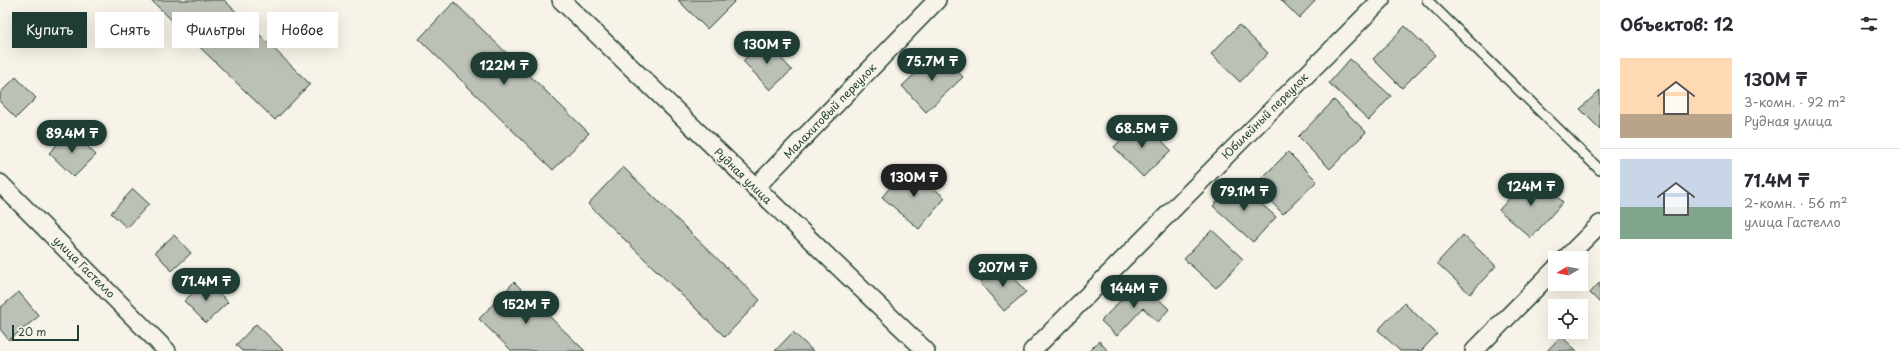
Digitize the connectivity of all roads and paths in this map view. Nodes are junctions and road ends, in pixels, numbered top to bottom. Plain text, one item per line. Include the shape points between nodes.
1 (561, 0) edge
2 (937, 0) edge
3 (1380, 0) edge
4 (1427, 0) edge
5 (1600, 170) edge
6 (0, 183) edge
7 (756, 188) junction
8 (1600, 224) edge
9 (1573, 251) edge
10 (1548, 276) edge
11 (167, 351) edge
12 (926, 351) edge
13 (1032, 351) edge
14 (1474, 351) edge

1 - 7 street, Рудная улица
2 - 7 street, Малахитовый переулок
3 - 13 street, Юбилейный переулок
4 - 5 lane
6 - 11 street, улица Гастелло
7 - 12 street, Рудная улица
8 - 9 street
10 - 14 street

→ **WHAT YOU ARE ASKED TO DO**
Starting at the first entry above and ending at the last, write everything out exactly except the pictures.

→ **OUTPUT FOR THIS TASK**
Digitize the connectivity of all roads and paths in this map view. Nodes are junctions and road ends, in pixels, numbered top to bottom. Plain text, one item per line. Include the shape points between nodes.
1 (561, 0) edge
2 (937, 0) edge
3 (1380, 0) edge
4 (1427, 0) edge
5 (1600, 170) edge
6 (0, 183) edge
7 (756, 188) junction
8 (1600, 224) edge
9 (1573, 251) edge
10 (1548, 276) edge
11 (167, 351) edge
12 (926, 351) edge
13 (1032, 351) edge
14 (1474, 351) edge

1 - 7 street, Рудная улица
2 - 7 street, Малахитовый переулок
3 - 13 street, Юбилейный переулок
4 - 5 lane
6 - 11 street, улица Гастелло
7 - 12 street, Рудная улица
8 - 9 street
10 - 14 street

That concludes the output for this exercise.